*WHAT YOU NEED TO DO:* Copy every line that holds the string "Linden" from the data below.

+++ EXERCISE MATERIAL

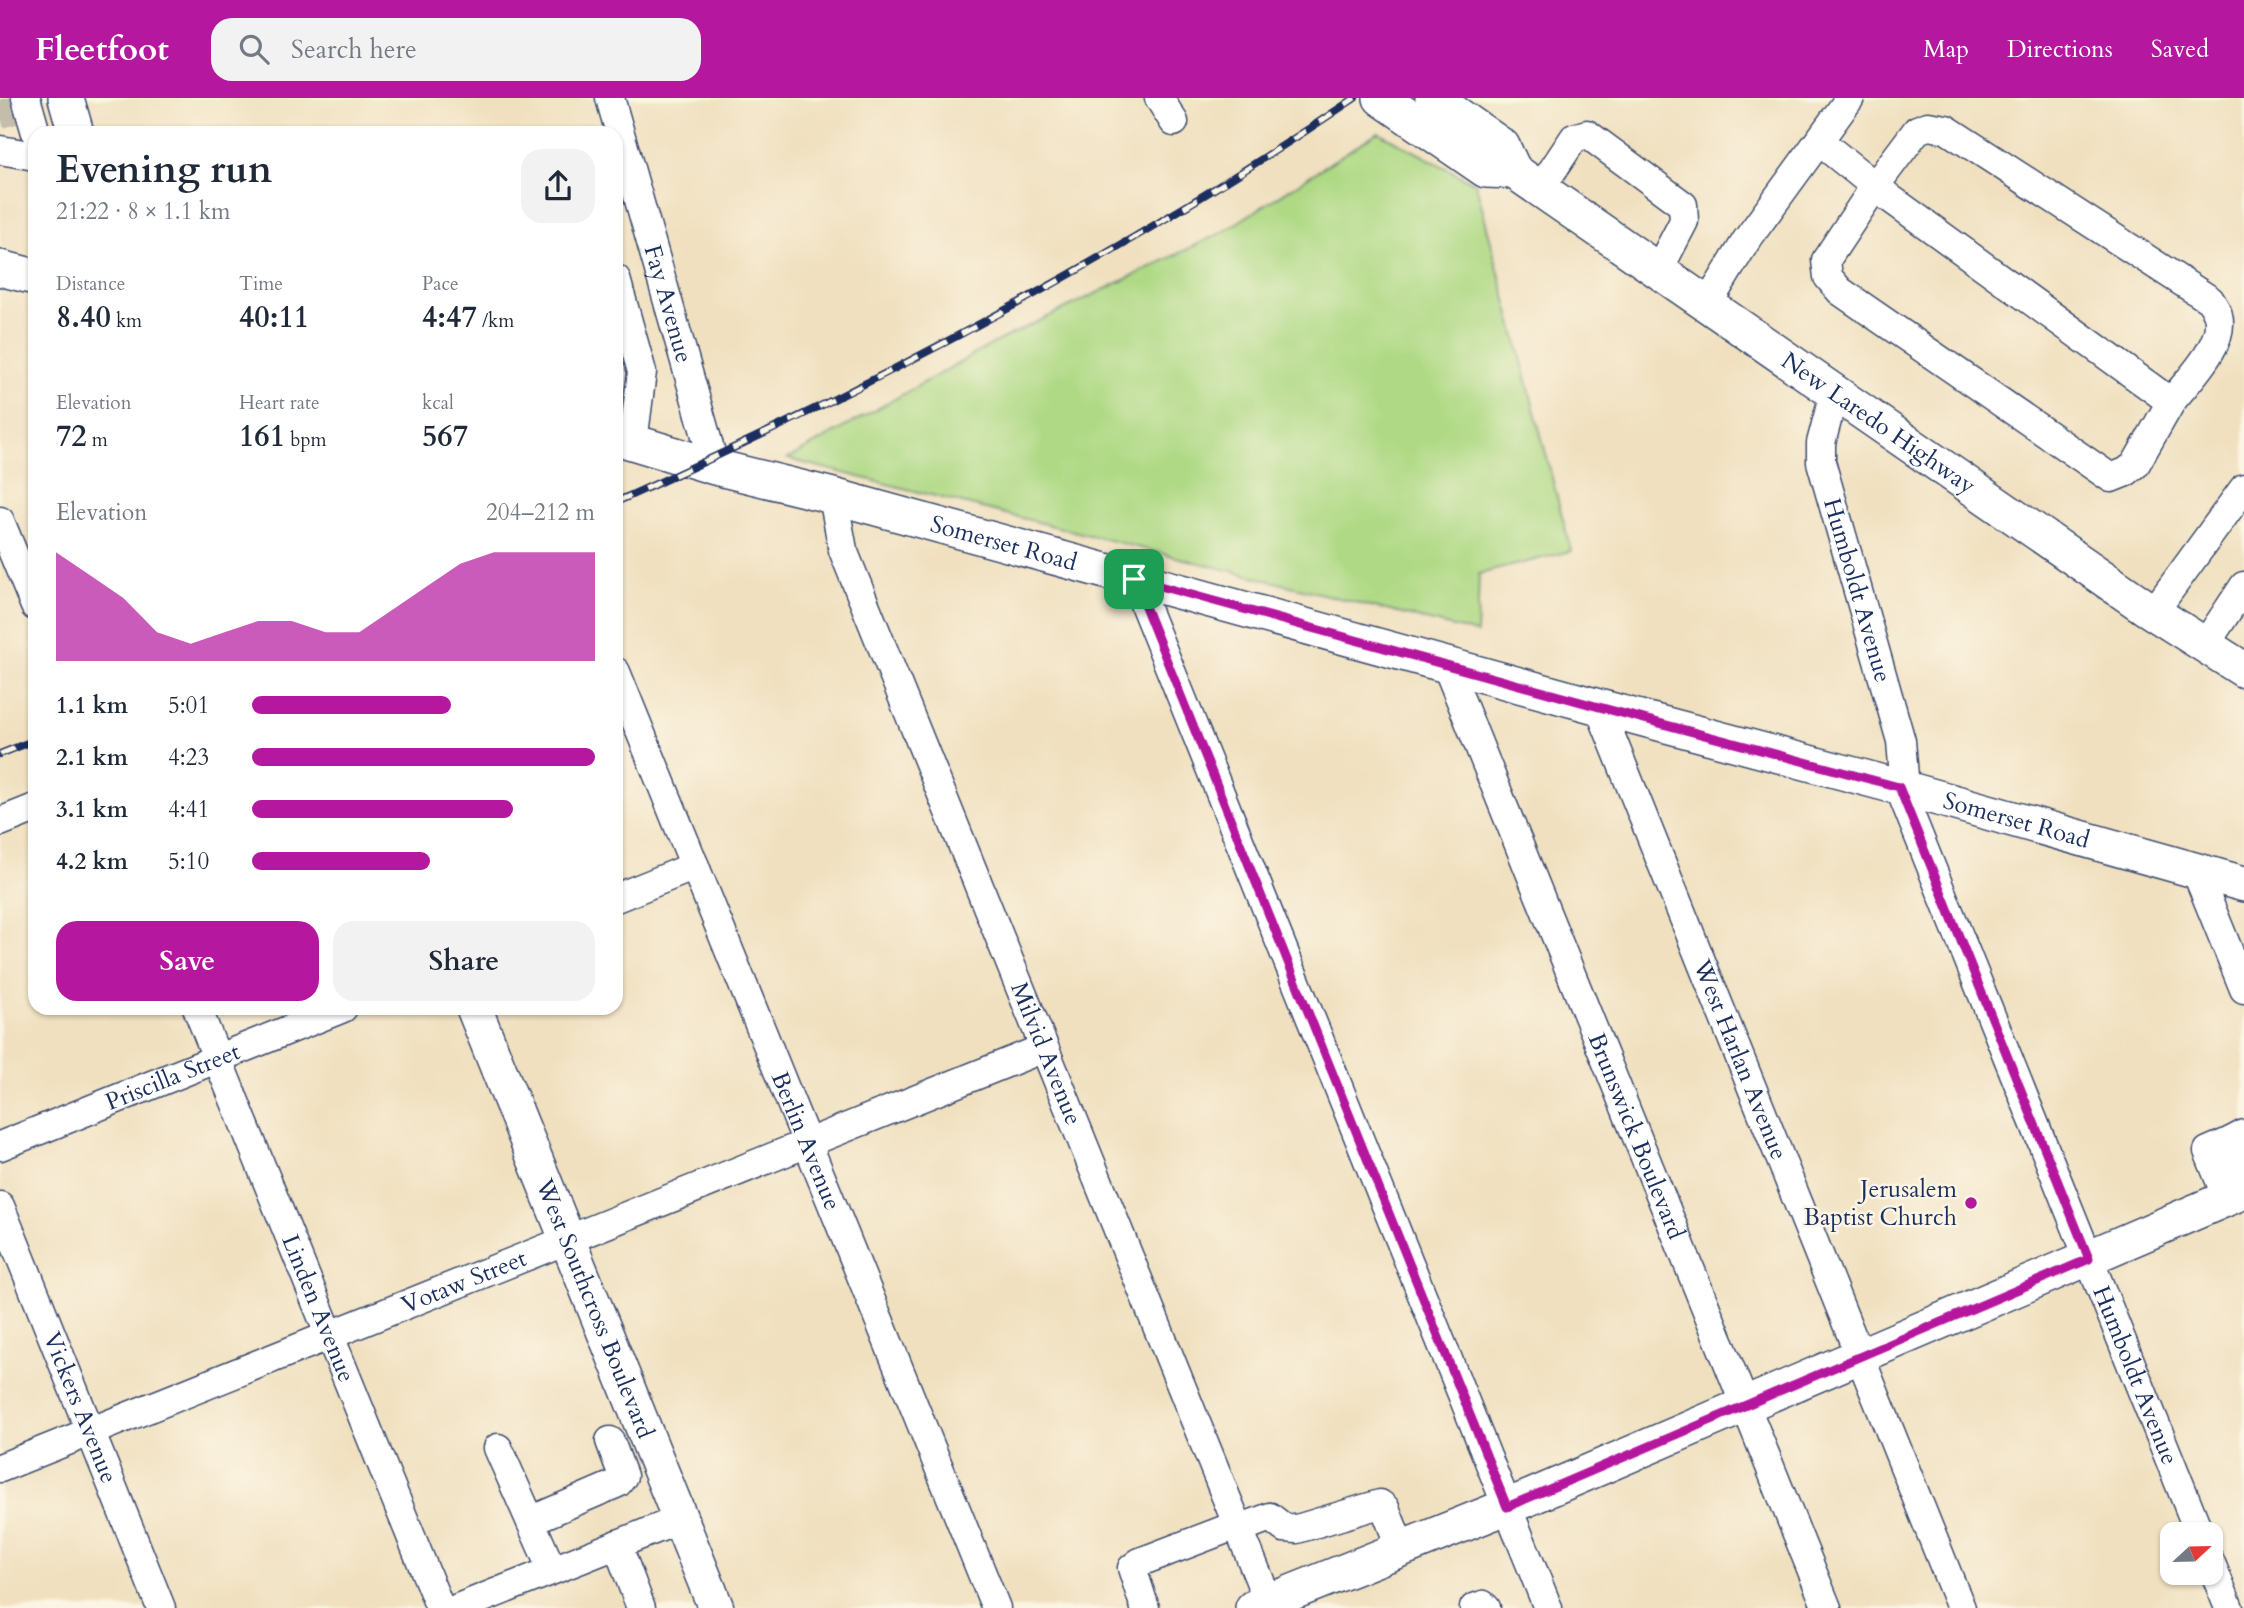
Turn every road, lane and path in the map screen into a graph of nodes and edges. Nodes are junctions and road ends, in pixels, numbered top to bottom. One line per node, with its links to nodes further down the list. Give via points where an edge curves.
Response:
1 (66, 98): 10 (main road)
2 (610, 98): 11 (street, Fay Avenue)
3 (1159, 98): 8 (street)
4 (1381, 98): 16 (main road, New Laredo Highway, via 1486,170)
5 (1433, 98): 16 (main road, New Laredo Highway, via 1502,146)
6 (1850, 98): 12 (street)
7 (23, 105): 9 (street)
8 (1174, 122)
9 (28, 126)
10 (74, 126)
11 (618, 126)
12 (1819, 141): 17 (street); 22 (street, via 1746,241)
13 (623, 144): 23 (street, Fay Avenue)
14 (28, 148): 15 (street)
15 (0, 150)
16 (1527, 180): 19 (main road, New Laredo Highway); 19 (street, via 1574,138 1587,134 1683,205 1684,221)
17 (1875, 186): 26 (street); 26 (street, via 1917,130 1928,126 1945,129 2210,300 2218,314 2215,344); 26 (street, via 1826,260 1828,277 1840,291 2111,478 2135,465)
18 (0, 268): 20 (main road)
19 (1658, 271): 22 (main road, New Laredo Highway)
20 (28, 275)
21 (623, 304): 24 (street)
22 (1707, 305): 25 (main road, New Laredo Highway)
23 (684, 358): 24 (street); 28 (street, Fay Avenue)
24 (642, 372): 27 (street)
25 (1834, 394): 35 (main road, New Laredo Highway); 41 (street, Humboldt Avenue, via 1821,443 1821,462 1902,741)
26 (2171, 402)
27 (624, 439): 28 (main road, Somerset Road)
28 (715, 467): 30 (main road, Somerset Road)
29 (2244, 488): 35 (street)
30 (833, 496): 32 (main road, Somerset Road); 52 (street, Milvid Avenue, via 843,550)
31 (0, 521): 34 (street)
32 (1134, 579): 37 (main road, Somerset Road); 68 (street)
33 (2244, 586): 36 (street)
34 (28, 589)
35 (2153, 613): 36 (main road, New Laredo Highway)
36 (2205, 645): 38 (main road, New Laredo Highway)
37 (1446, 664): 40 (main road, Somerset Road); 63 (street, Brunswick Boulevard)
38 (2244, 670)
39 (623, 689): 44 (street, Berlin Avenue)
40 (1599, 707): 41 (main road, Somerset Road); 62 (street, West Harlan Avenue)
41 (1902, 788): 45 (main road, Somerset Road); 60 (street, Humboldt Avenue)
42 (28, 811): 43 (street)
43 (0, 822)
44 (695, 866): 47 (street); 55 (street, Berlin Avenue)
45 (2196, 871): 46 (main road, Somerset Road); 48 (street)
46 (2244, 884)
47 (623, 895)
48 (2244, 989)
49 (200, 1015): 53 (street, Linden Avenue)
50 (326, 1015): 53 (street, Priscilla Street)
51 (477, 1015): 59 (main road, West Southcross Boulevard)
52 (1044, 1048): 55 (street, Votaw Street); 72 (street, Milvid Avenue)
53 (218, 1059): 56 (street, Priscilla Street); 61 (street, Linden Avenue)
54 (2238, 1138): 57 (street, via 2208,1151)
55 (808, 1143): 59 (street, Votaw Street); 83 (street, Berlin Avenue)
56 (0, 1146)
57 (2238, 1186): 60 (main road)
58 (0, 1206): 64 (street, Vickers Avenue)
59 (567, 1240): 61 (street, Votaw Street); 69 (main road, West Southcross Boulevard)
60 (2089, 1259): 62 (main road); 71 (street, Humboldt Avenue)
61 (330, 1335): 64 (street, Votaw Street); 79 (street, Linden Avenue)
62 (1860, 1357): 63 (main road); 89 (street, West Harlan Avenue)
63 (1745, 1406): 68 (main road); 88 (street, Brunswick Boulevard)
64 (90, 1431): 67 (street, Votaw Street); 78 (street, Vickers Avenue)
65 (610, 1441): 70 (street, via 623,1476 618,1483)
66 (498, 1448): 70 (street)
67 (0, 1468)
68 (1507, 1507): 74 (main road); 87 (street)
69 (681, 1519): 73 (street); 82 (main road, West Southcross Boulevard)
70 (532, 1521): 75 (street)
71 (2195, 1522)
72 (1230, 1530): 74 (street, via 1270,1517 1284,1528 1297,1530 1380,1504); 77 (street, Milvid Avenue); 84 (street, via 1132,1568)
73 (617, 1544): 75 (street); 81 (street)
74 (1402, 1549): 77 (main road)
75 (552, 1570): 80 (street)
76 (2220, 1586): 90 (street)
77 (1264, 1606)
78 (161, 1608)
79 (440, 1608)
80 (458, 1608)
81 (641, 1608)
82 (716, 1608)
83 (996, 1608)
84 (1145, 1608)
85 (1474, 1608): 86 (street)
86 (1486, 1608)
87 (1548, 1608)
88 (1827, 1608)
89 (1961, 1608)
90 (2229, 1608)

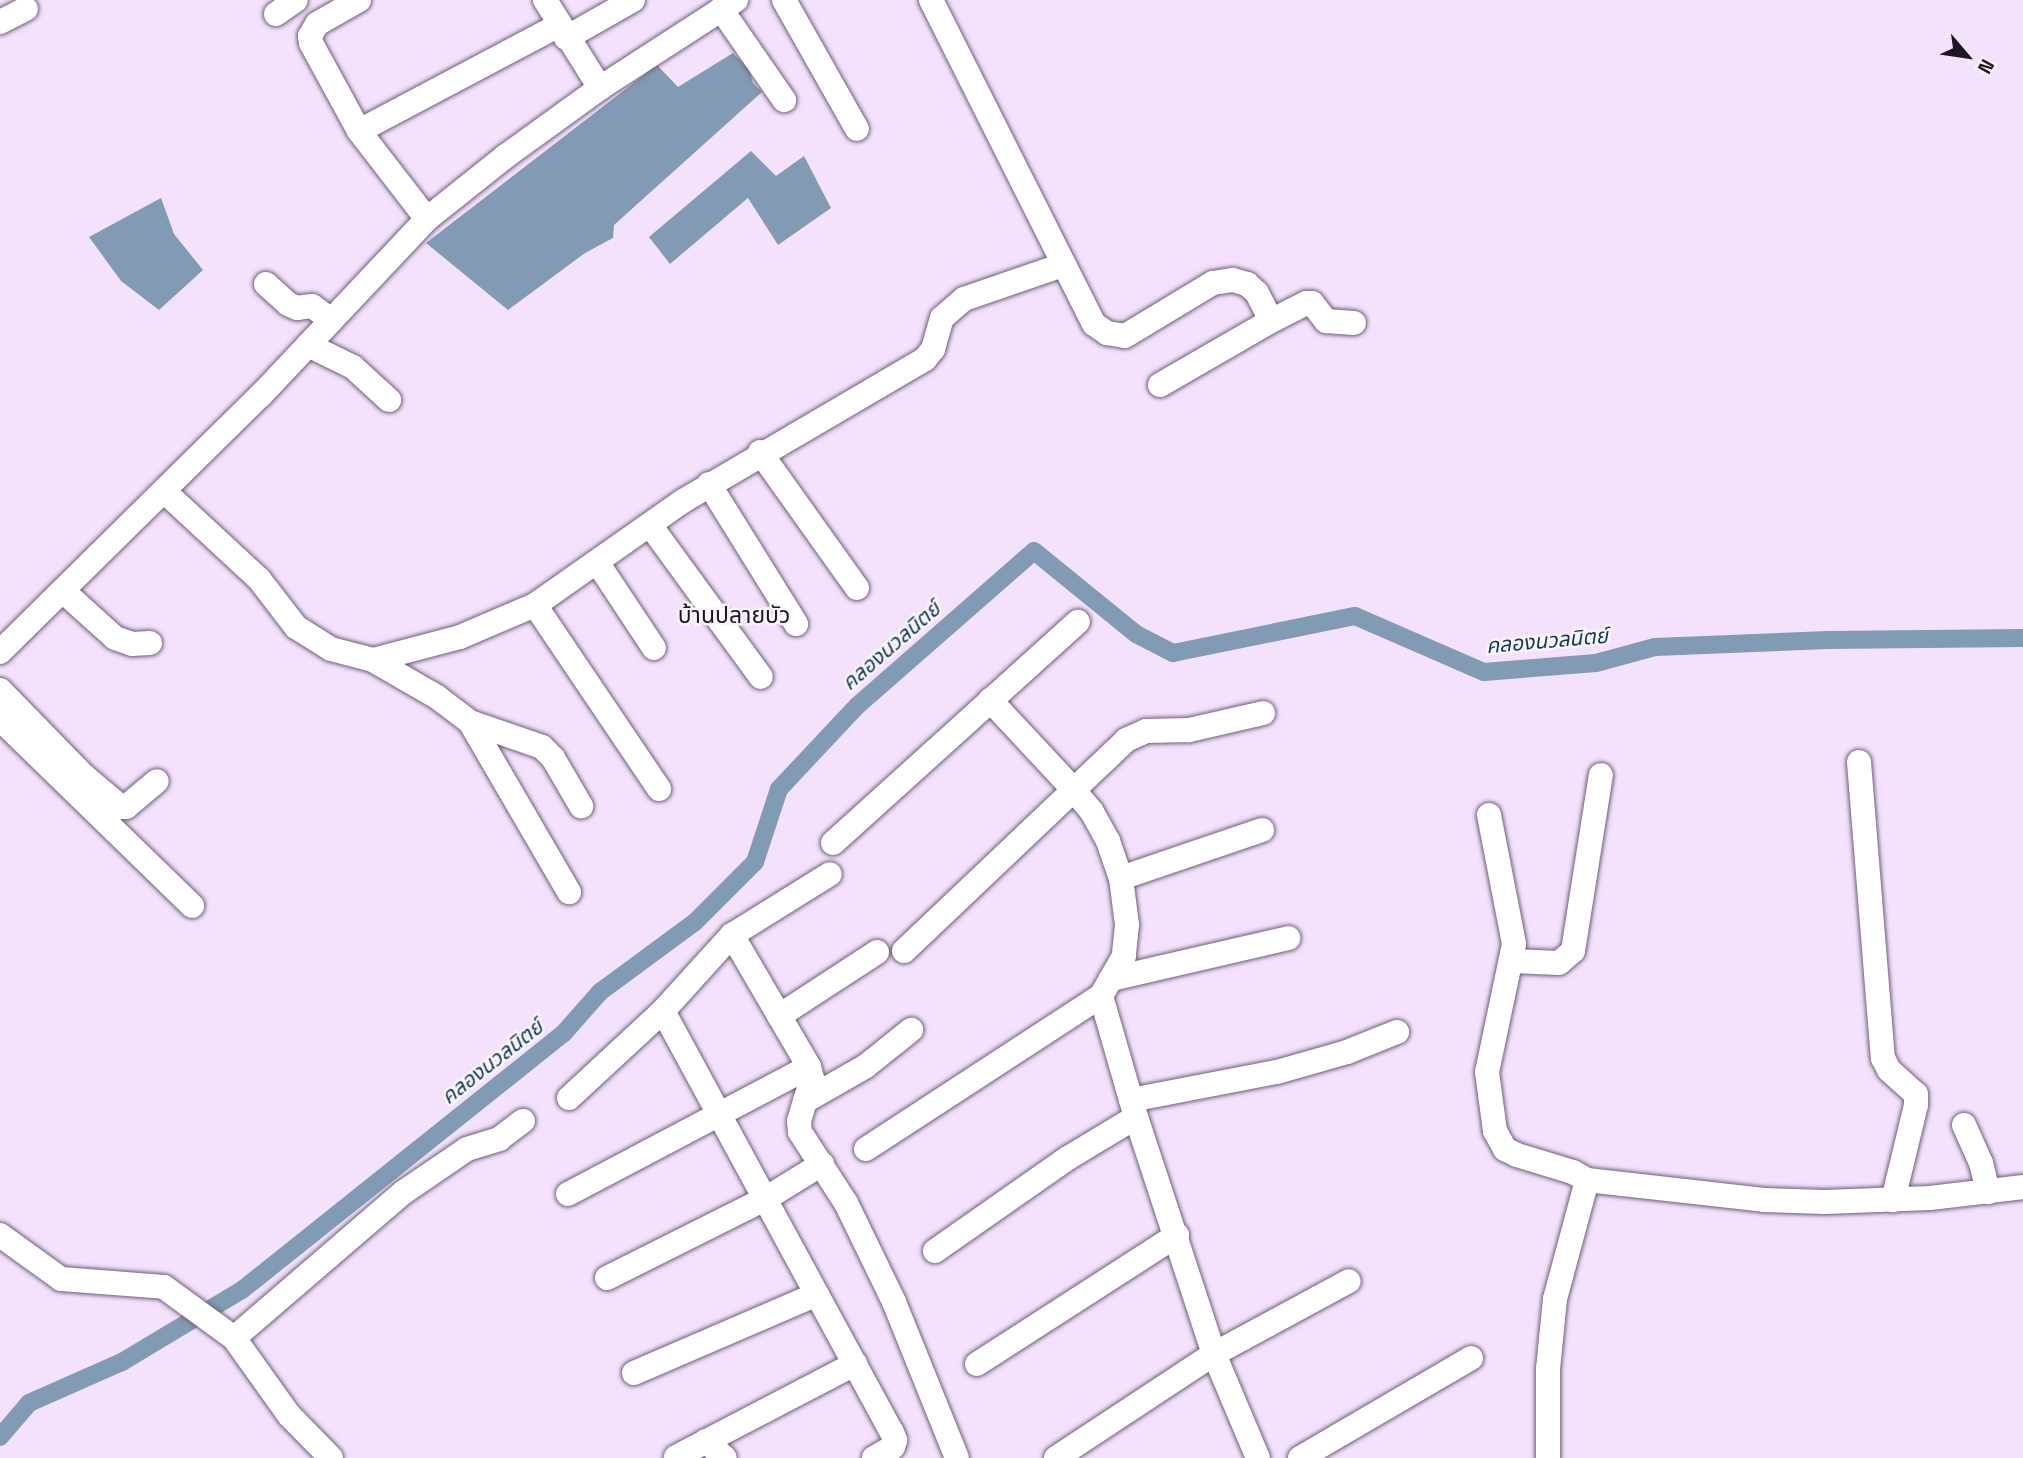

++++++

*TASK OUTPUT:*
49 (200, 1015): 53 (street, Linden Avenue)
53 (218, 1059): 56 (street, Priscilla Street); 61 (street, Linden Avenue)
61 (330, 1335): 64 (street, Votaw Street); 79 (street, Linden Avenue)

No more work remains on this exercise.